The bush grass is anything from six feet to fifteen feet high, with stems as thick as a person’s fingers. When they are burning the steam generated in the stems causes them to explode with loud, gun-like reports, and the force of the explosions sends the burning grass hurtling through the air like rockets; hence Satu’s people took care to push down the grass so that the stalks pointed away from the houses.

After pressing down the grass round the town the wind was watched, and when it was favourable the broken-down grass was burnt. The men and lads, armed with branches, controlled and directed the flames; Bakula and the other lads just delighted in this bush-burning season, and looked forward to it with eager anticipation of the sport they would enjoy and the game they would secure. In dreams and talk they killed many an animal long before the first grass was fired.

Satu sent Bakula and two other lads to call the nganga, who made the hunting charms. On reaching his town they found him engaged in refreshing and reinvigorating his fetish. He took a large fowl at sunset, and, turning his face towards the setting sun, cut the throat of the fowl and let the running blood fall on the fetish, covering it with the life-blood of the sacrifice. This renewed the strength of the fetish, and, refreshing it, enabled it to impart power to various charms.

He then stood his fetish on the ground and surrounded it with several small heaps of gunpowder--laying a train from one heap to another. When all was ready he exploded the powder, and blew vigorously on his whistle--this aroused the fetish, made it alert and active in performing its work. The nganga had the fowl cooked, and ate the whole of it himself, for to sell it or to share it with another would nullify its effect on the fetish as a sacrifice.

Bakula and his companions stood on one side keenly interested in these ceremonies, for was not their future success in hunting dependent in some way on these mysterious rites? Bakula, however, since his close intercourse with the white man, had begun to doubt the pretended powers of these ngangas, so turning to his fellow-messengers he asked: “How can that wooden image, that has to be refreshed with fowl’s blood and aroused with explosions of gunpowder, cause us to shoot straight in our bush lands? And again, how can it make the antelopes and bush pigs come our way, instead of going off in another direction?”

He then told the lads what he had seen in the King’s town respecting the nganga with his charm of feathers, and the iron prong hidden in them. And he concluded by saying: “I begin to think they trick us, take our money and laugh at us.” The lads could not reply to Bakula’s reasoning, but they had no doubt that the nganga possessed powerful “medicines,” and could do anything he liked; and they told Bakula in a friendly way not to let Old Plaited-Beard hear him talk in this manner, or he would quickly accuse him of witchcraft.

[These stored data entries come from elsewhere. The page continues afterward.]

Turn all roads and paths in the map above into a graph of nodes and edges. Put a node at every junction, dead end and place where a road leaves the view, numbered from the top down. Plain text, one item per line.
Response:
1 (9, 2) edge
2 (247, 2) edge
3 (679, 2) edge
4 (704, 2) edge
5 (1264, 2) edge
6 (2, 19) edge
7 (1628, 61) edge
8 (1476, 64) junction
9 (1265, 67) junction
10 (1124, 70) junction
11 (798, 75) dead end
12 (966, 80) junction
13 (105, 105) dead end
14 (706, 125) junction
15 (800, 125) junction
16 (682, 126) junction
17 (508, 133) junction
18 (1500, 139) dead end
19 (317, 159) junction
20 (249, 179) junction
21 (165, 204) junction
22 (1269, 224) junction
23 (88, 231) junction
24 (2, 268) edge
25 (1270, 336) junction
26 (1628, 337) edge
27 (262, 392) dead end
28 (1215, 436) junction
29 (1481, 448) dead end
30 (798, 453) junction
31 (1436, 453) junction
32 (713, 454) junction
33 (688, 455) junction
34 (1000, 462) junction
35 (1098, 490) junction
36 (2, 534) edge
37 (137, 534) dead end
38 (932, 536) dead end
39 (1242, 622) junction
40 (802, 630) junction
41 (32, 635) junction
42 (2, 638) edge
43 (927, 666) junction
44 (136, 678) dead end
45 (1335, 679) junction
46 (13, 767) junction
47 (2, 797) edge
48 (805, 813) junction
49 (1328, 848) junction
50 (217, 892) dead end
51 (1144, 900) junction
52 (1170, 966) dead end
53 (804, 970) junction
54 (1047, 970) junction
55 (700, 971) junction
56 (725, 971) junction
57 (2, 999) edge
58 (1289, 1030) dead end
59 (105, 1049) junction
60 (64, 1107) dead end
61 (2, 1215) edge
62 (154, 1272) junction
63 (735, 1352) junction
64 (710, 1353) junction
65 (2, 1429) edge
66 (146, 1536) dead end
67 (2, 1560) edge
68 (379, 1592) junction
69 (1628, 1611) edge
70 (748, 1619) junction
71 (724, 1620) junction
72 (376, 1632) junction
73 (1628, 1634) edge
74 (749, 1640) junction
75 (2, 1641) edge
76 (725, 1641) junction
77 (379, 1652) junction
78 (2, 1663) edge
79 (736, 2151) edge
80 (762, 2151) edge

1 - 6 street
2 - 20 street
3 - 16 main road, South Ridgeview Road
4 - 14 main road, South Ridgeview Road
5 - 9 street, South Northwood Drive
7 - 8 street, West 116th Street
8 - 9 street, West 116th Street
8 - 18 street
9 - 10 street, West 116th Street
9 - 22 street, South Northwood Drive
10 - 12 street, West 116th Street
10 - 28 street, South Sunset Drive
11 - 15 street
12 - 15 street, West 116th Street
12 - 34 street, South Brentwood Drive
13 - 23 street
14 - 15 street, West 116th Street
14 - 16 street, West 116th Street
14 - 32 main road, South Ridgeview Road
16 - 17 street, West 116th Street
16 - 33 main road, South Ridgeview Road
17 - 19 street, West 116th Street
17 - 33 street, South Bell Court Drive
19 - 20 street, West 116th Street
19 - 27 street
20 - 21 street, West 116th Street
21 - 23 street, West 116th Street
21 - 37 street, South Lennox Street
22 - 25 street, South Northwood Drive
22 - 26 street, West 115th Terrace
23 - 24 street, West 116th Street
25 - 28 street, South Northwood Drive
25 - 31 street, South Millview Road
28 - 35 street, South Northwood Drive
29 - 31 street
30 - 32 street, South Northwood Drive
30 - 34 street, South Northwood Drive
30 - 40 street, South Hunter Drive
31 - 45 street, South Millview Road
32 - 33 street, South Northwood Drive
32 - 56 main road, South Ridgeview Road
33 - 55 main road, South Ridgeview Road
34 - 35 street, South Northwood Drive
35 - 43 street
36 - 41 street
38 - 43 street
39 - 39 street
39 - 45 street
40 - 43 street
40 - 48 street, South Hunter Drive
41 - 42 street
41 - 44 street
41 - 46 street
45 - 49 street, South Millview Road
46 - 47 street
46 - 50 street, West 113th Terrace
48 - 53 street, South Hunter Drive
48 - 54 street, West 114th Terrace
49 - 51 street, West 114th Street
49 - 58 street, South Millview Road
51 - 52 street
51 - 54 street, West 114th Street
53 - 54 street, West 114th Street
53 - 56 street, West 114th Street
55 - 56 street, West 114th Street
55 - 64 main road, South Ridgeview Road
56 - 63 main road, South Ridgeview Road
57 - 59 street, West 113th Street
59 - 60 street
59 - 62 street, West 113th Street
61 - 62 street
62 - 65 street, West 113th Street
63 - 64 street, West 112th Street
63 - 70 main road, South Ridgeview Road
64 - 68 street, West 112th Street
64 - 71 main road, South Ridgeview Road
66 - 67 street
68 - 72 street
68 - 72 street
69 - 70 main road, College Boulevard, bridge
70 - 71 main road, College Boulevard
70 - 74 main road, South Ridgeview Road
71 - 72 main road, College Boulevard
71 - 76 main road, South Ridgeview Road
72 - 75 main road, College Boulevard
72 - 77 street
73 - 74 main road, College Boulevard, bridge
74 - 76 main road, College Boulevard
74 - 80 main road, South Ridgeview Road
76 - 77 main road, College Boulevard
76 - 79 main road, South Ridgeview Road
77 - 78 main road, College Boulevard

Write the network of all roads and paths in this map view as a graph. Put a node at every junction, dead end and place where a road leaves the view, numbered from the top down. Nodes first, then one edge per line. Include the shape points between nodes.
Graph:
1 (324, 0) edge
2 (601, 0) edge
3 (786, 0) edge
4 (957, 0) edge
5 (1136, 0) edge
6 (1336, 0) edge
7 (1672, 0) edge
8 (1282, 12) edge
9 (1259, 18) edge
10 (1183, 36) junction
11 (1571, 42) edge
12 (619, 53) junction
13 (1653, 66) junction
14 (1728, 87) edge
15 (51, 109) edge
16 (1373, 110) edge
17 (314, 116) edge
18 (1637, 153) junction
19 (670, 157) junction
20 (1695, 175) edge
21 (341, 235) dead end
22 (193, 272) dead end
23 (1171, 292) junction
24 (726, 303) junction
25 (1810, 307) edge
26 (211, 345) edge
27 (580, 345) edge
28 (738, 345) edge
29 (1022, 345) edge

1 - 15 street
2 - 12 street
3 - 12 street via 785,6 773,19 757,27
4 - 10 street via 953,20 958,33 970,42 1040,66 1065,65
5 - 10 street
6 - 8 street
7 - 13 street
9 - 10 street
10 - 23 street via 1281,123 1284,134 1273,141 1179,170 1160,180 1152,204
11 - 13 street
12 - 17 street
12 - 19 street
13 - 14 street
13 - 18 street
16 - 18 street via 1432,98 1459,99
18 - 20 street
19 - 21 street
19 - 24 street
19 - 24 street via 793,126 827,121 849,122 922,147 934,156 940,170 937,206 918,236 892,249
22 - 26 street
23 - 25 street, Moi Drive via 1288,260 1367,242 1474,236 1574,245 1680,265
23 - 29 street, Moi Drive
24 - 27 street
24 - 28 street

Early next morning they returned with the “medicine man” to their town; and immediately on arrival the nganga set to work to make the necessary charms. It was a busy time with him, and he would not have come so promptly, but Satu was a great noble and could pay well. The nganga procured some red camwood powder, some leaves of the lupemba-mpemba-tree, some young spikes of new nianga grass, some parrot feathers, cowry shells, wood ashes, a fore-leg of a bat, some small shot, and some native peppers. These he thoroughly cut up and well mixed, and each hunter filled his small horn with the mixture, and sealed the opening with a little rubber. He then received his fee and went.

The hunters being now in possession of their charms, went to visit the grave of a renowned hunter who had died some years previously. It was the custom that when a great hunter was dying he should draw a thread from his mbadi[[58]] cloth, and tie it round the forehead or arms of a young man chosen for the purpose. This person then became the Kimpovela, or the one who speaks on behalf of others, i. e. an advocate; and this advocate was not allowed to marry more than one wife, and he must never beat her or he would lose his power as an advocate. Only the man thus selected by the dying hunter could perform the ceremonies at this grave. When the great hunter died, his hair was cut off and buried beneath a large stone near his place of burial, that the natives of the district might always know where the grave was situated.

Satu and his party took with them a calabash of palm-wine and, calling the Kimpovela, passed on to the grave of the renowned hunter. The

advocate went first and kneeled with his back to the grave and his face towards the hunters, who approached him slowly, stopping every few steps to clap their hands. When they reached the kneeling man they spread out and sat round the grave, putting the wine and their guns on the ground near by. The Kimpovela then turned towards the grave, and shaking his rattle repeatedly, he thus prayed to the deceased hunter: “You are blind, but your ears are not deaf. Oh, ears, hear well! we have come to you, we come kneeling. When you lived in the town you ate and you drank, now we who are left die of hunger; give us male and female animals.” When this prayer was finished a man put the calabash of wine on his shoulder, and the Kimpovela, making the sign of the cross,[[59]] took a cup of the wine and poured it as an offering on the grave of the great hunter. The rest of the wine was drunk by the hunters sitting around the grave.